──────── Input records

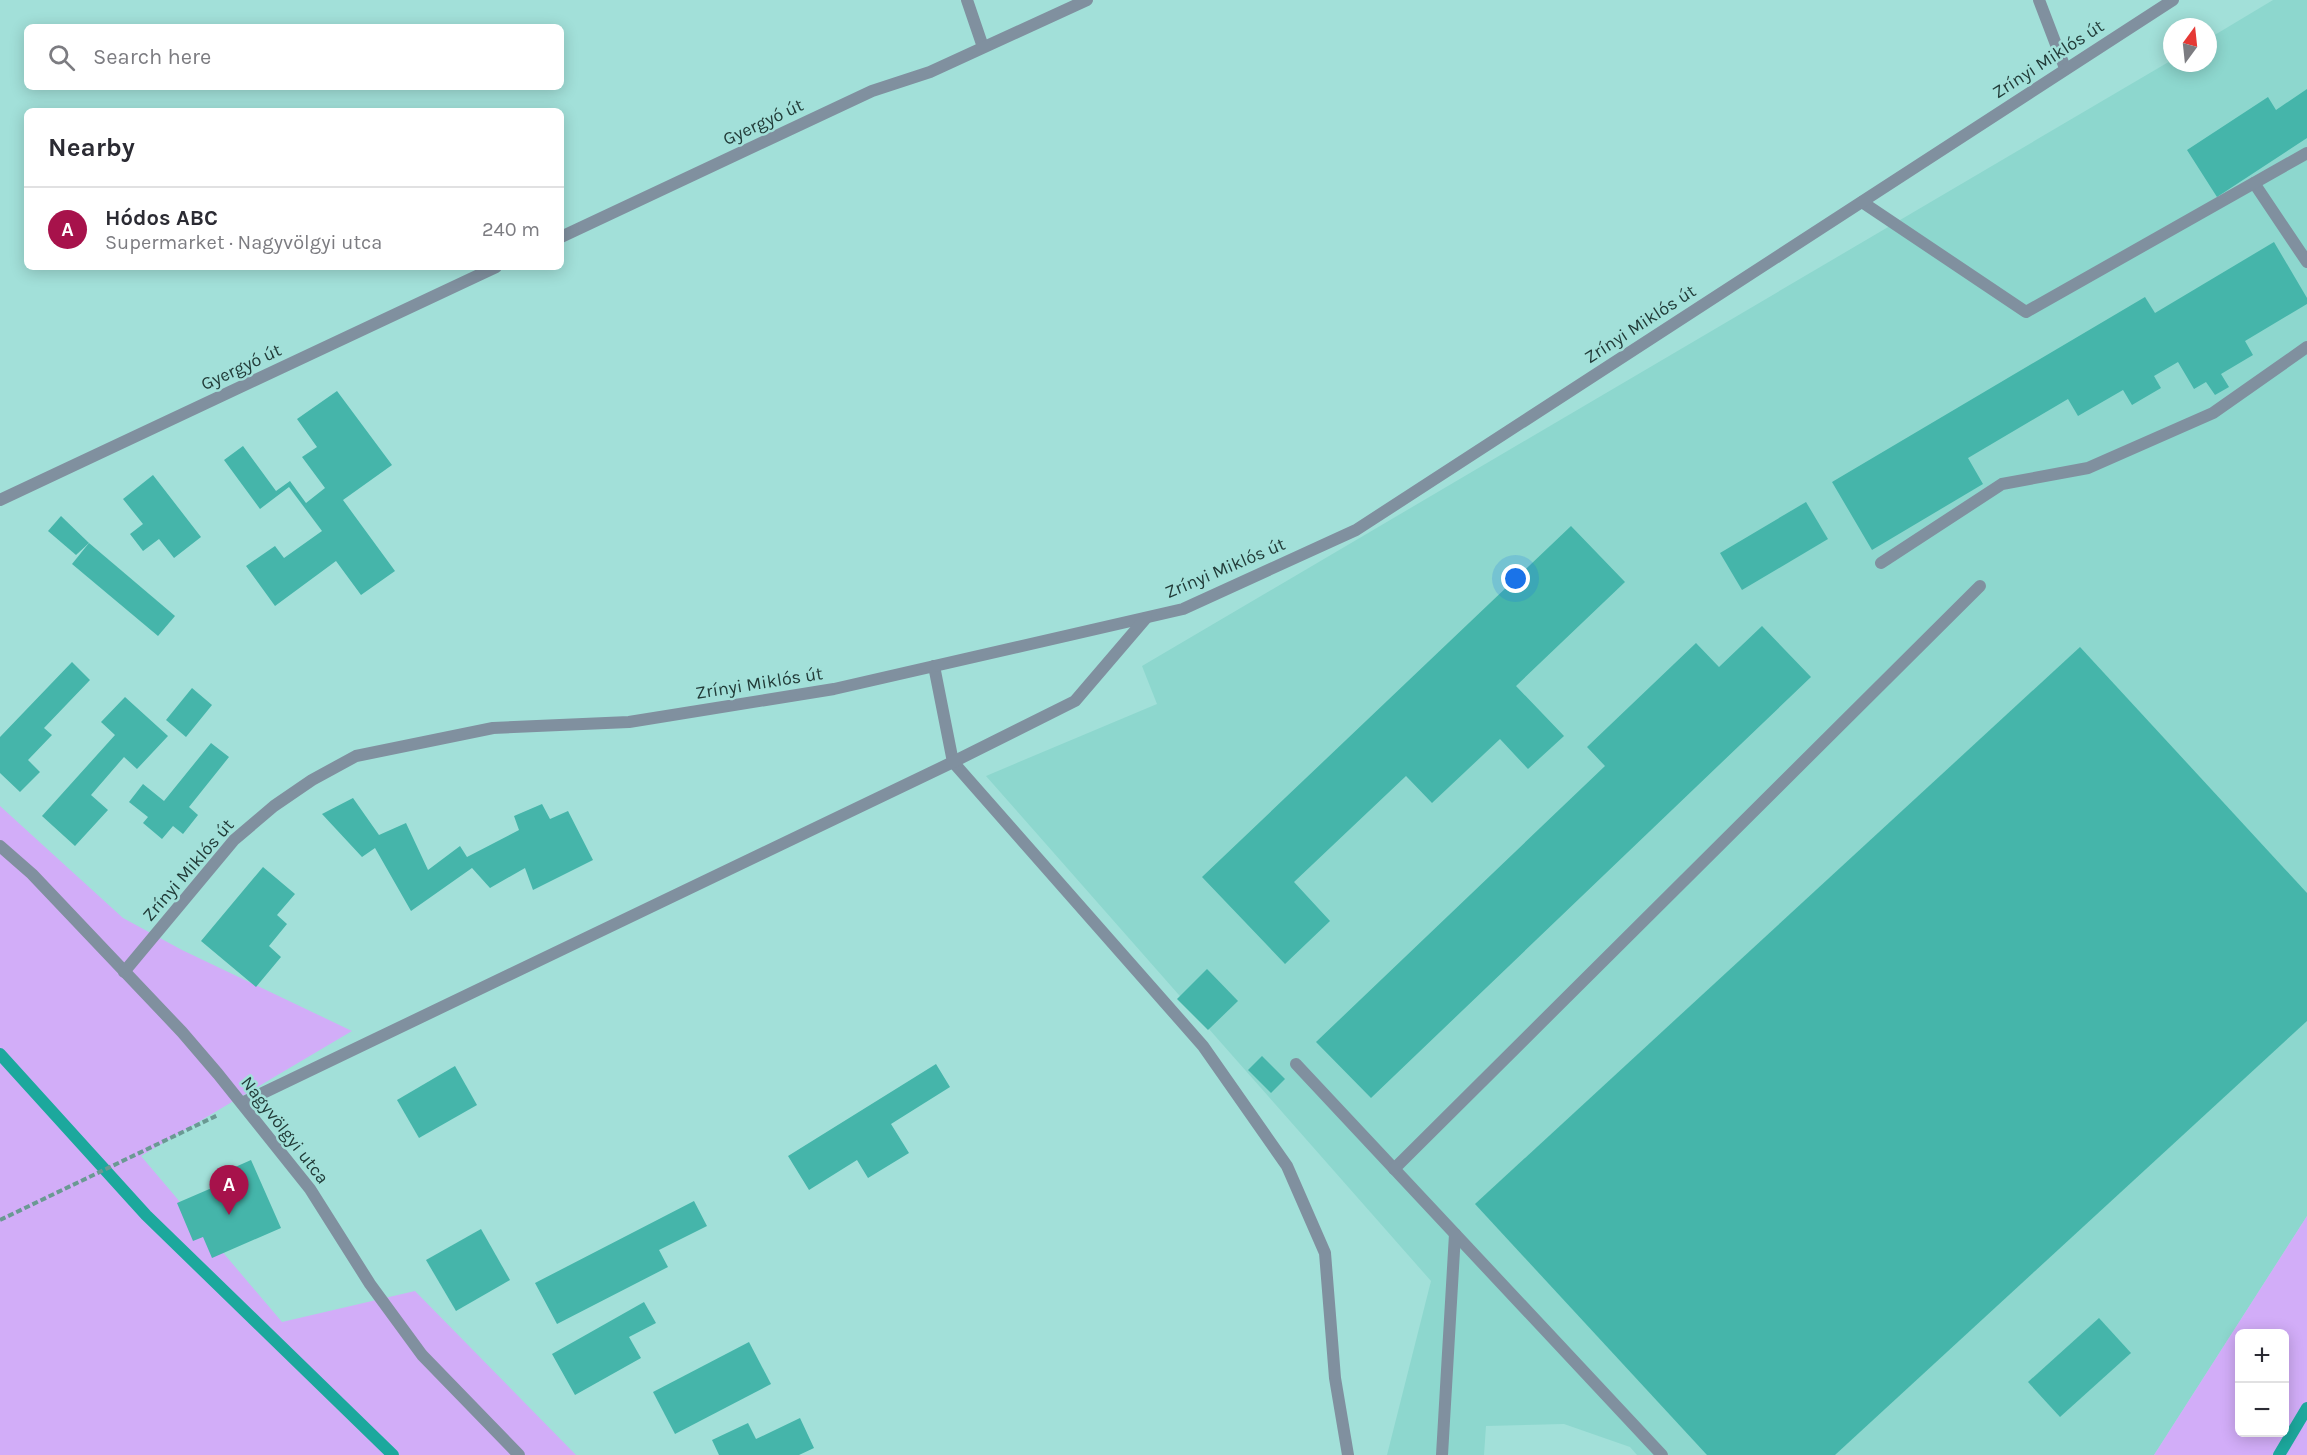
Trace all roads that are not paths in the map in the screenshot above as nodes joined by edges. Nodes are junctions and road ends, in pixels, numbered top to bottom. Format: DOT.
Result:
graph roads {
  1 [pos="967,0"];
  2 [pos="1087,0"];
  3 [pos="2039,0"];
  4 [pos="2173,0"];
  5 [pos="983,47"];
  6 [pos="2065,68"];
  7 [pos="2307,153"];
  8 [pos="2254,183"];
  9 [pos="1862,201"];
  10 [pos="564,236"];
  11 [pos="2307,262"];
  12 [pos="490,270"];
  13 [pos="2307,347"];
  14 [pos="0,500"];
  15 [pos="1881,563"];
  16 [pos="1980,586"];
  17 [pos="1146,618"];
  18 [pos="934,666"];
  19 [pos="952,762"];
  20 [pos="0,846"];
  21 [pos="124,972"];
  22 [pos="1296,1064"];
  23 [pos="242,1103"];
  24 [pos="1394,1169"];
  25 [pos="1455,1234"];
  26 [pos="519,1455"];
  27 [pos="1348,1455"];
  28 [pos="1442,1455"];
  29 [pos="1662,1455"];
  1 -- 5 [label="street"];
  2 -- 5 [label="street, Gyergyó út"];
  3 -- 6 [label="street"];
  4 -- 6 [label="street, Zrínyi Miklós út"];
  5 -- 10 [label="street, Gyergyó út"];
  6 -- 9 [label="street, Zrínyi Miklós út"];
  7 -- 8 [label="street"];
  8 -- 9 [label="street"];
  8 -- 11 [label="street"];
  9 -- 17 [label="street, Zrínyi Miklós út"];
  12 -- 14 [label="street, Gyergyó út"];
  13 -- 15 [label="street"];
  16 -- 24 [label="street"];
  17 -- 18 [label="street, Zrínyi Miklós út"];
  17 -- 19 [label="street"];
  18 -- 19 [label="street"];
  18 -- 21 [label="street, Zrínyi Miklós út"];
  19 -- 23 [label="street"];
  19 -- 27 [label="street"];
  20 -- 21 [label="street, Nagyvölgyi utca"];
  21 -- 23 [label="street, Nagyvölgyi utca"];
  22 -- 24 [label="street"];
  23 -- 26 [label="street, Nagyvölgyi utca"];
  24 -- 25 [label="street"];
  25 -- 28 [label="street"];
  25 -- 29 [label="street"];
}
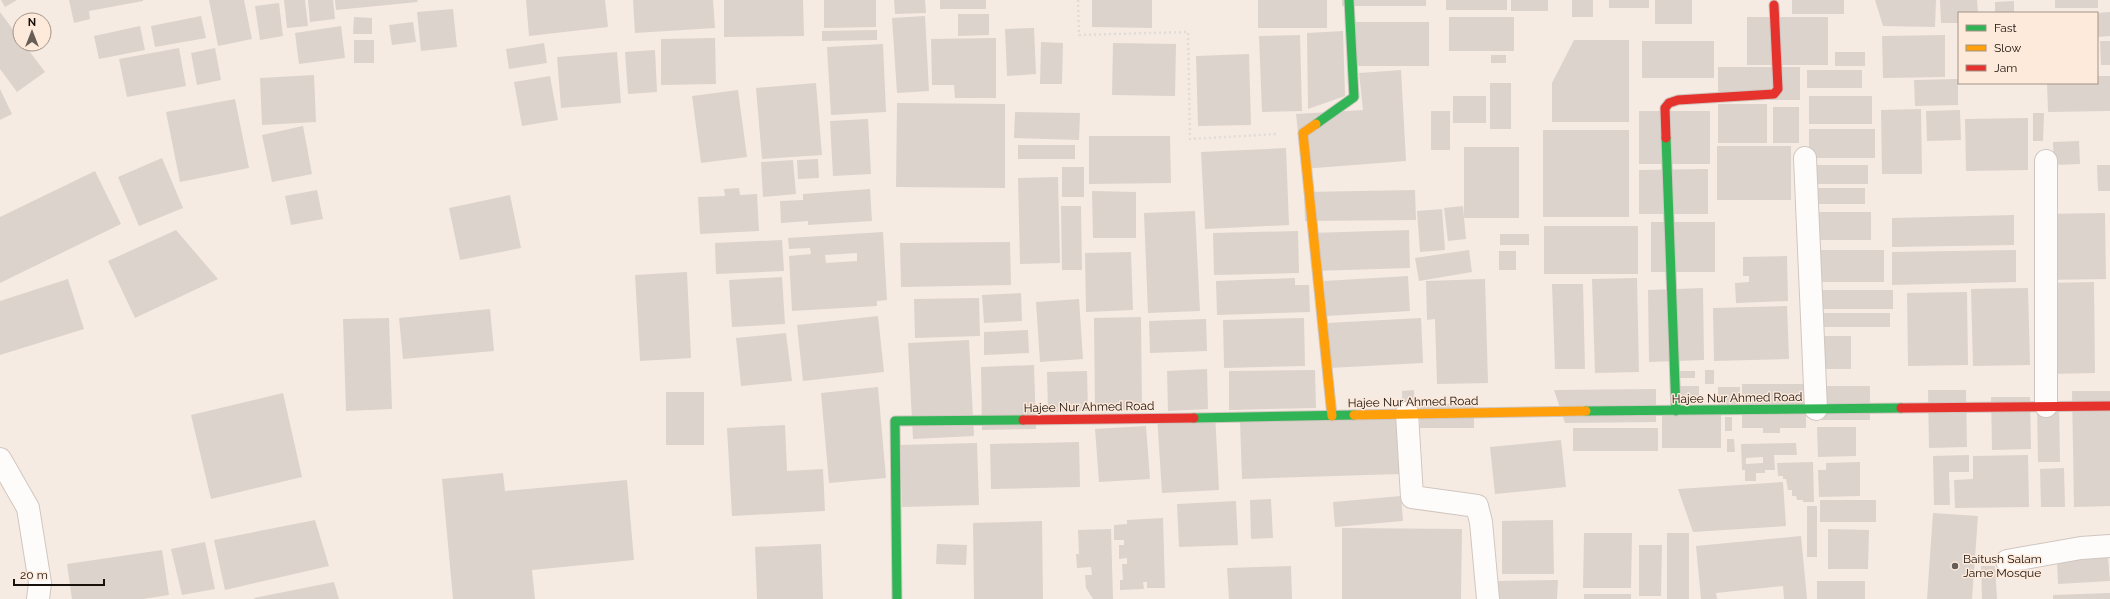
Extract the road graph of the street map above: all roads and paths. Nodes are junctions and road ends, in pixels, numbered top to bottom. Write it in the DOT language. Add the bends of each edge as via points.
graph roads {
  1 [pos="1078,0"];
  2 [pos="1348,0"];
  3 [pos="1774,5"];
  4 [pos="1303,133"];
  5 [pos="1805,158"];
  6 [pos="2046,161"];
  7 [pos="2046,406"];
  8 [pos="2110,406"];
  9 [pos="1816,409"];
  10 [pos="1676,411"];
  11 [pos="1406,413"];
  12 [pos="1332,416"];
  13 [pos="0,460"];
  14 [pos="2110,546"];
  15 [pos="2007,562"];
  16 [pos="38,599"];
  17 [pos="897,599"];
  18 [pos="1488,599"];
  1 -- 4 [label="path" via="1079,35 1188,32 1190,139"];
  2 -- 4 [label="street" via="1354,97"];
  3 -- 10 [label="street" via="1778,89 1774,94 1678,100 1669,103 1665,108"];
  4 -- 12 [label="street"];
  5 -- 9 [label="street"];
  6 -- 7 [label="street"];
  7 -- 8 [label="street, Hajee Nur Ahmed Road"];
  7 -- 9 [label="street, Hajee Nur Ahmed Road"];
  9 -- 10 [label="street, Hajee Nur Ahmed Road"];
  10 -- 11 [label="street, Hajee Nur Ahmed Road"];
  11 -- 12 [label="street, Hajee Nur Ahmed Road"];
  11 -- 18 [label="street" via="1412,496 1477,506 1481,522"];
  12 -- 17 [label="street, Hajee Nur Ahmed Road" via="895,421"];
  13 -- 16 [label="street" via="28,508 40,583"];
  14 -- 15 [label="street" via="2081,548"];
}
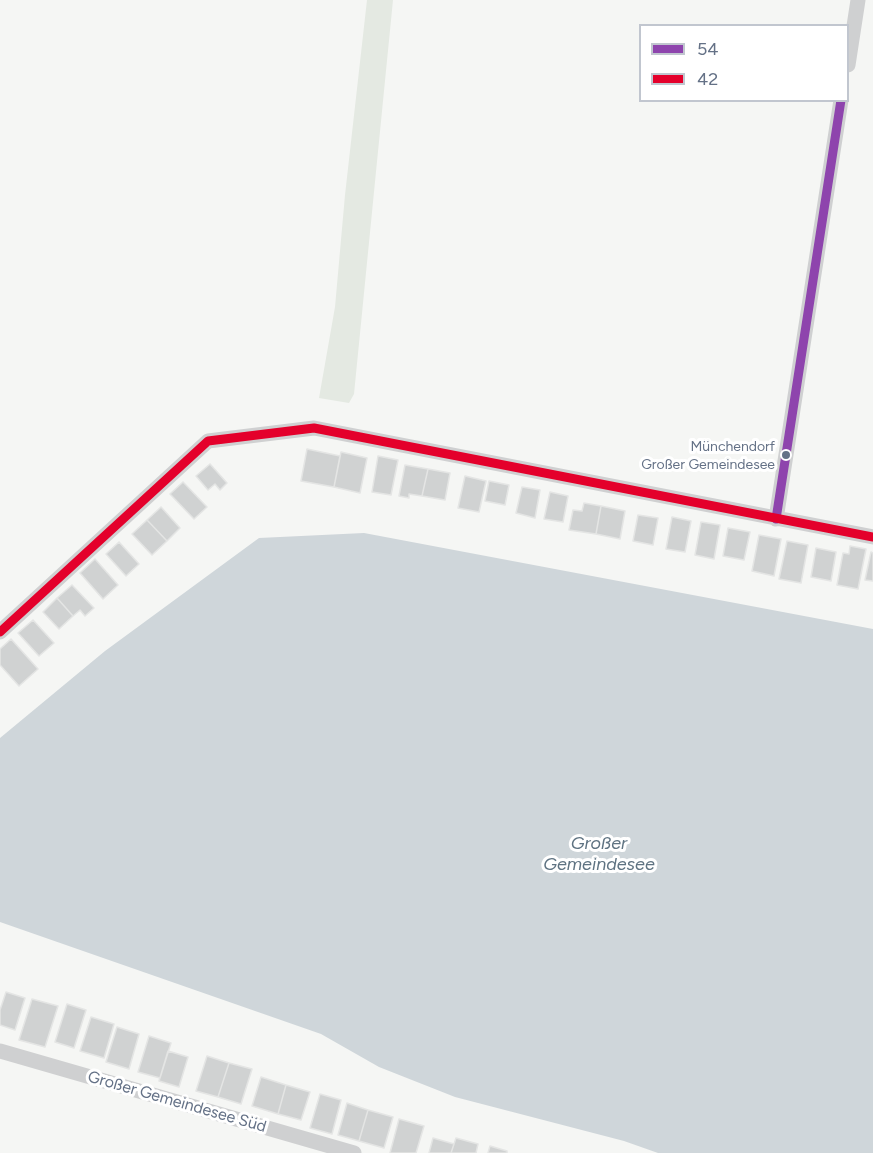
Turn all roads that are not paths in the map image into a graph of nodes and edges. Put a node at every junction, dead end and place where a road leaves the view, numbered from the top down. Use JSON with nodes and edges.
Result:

────────────────

_Exercise goal:_
Exact copies of the lines from the one containing "Turn all roads" through the final line of the records are all the answer should hold.

_Task result:_
Turn all roads that are not paths in the map image into a graph of nodes and edges. Put a node at every junction, dead end and place where a road leaves the view, numbered from the top down. Use JSON with nodes and edges.
Result:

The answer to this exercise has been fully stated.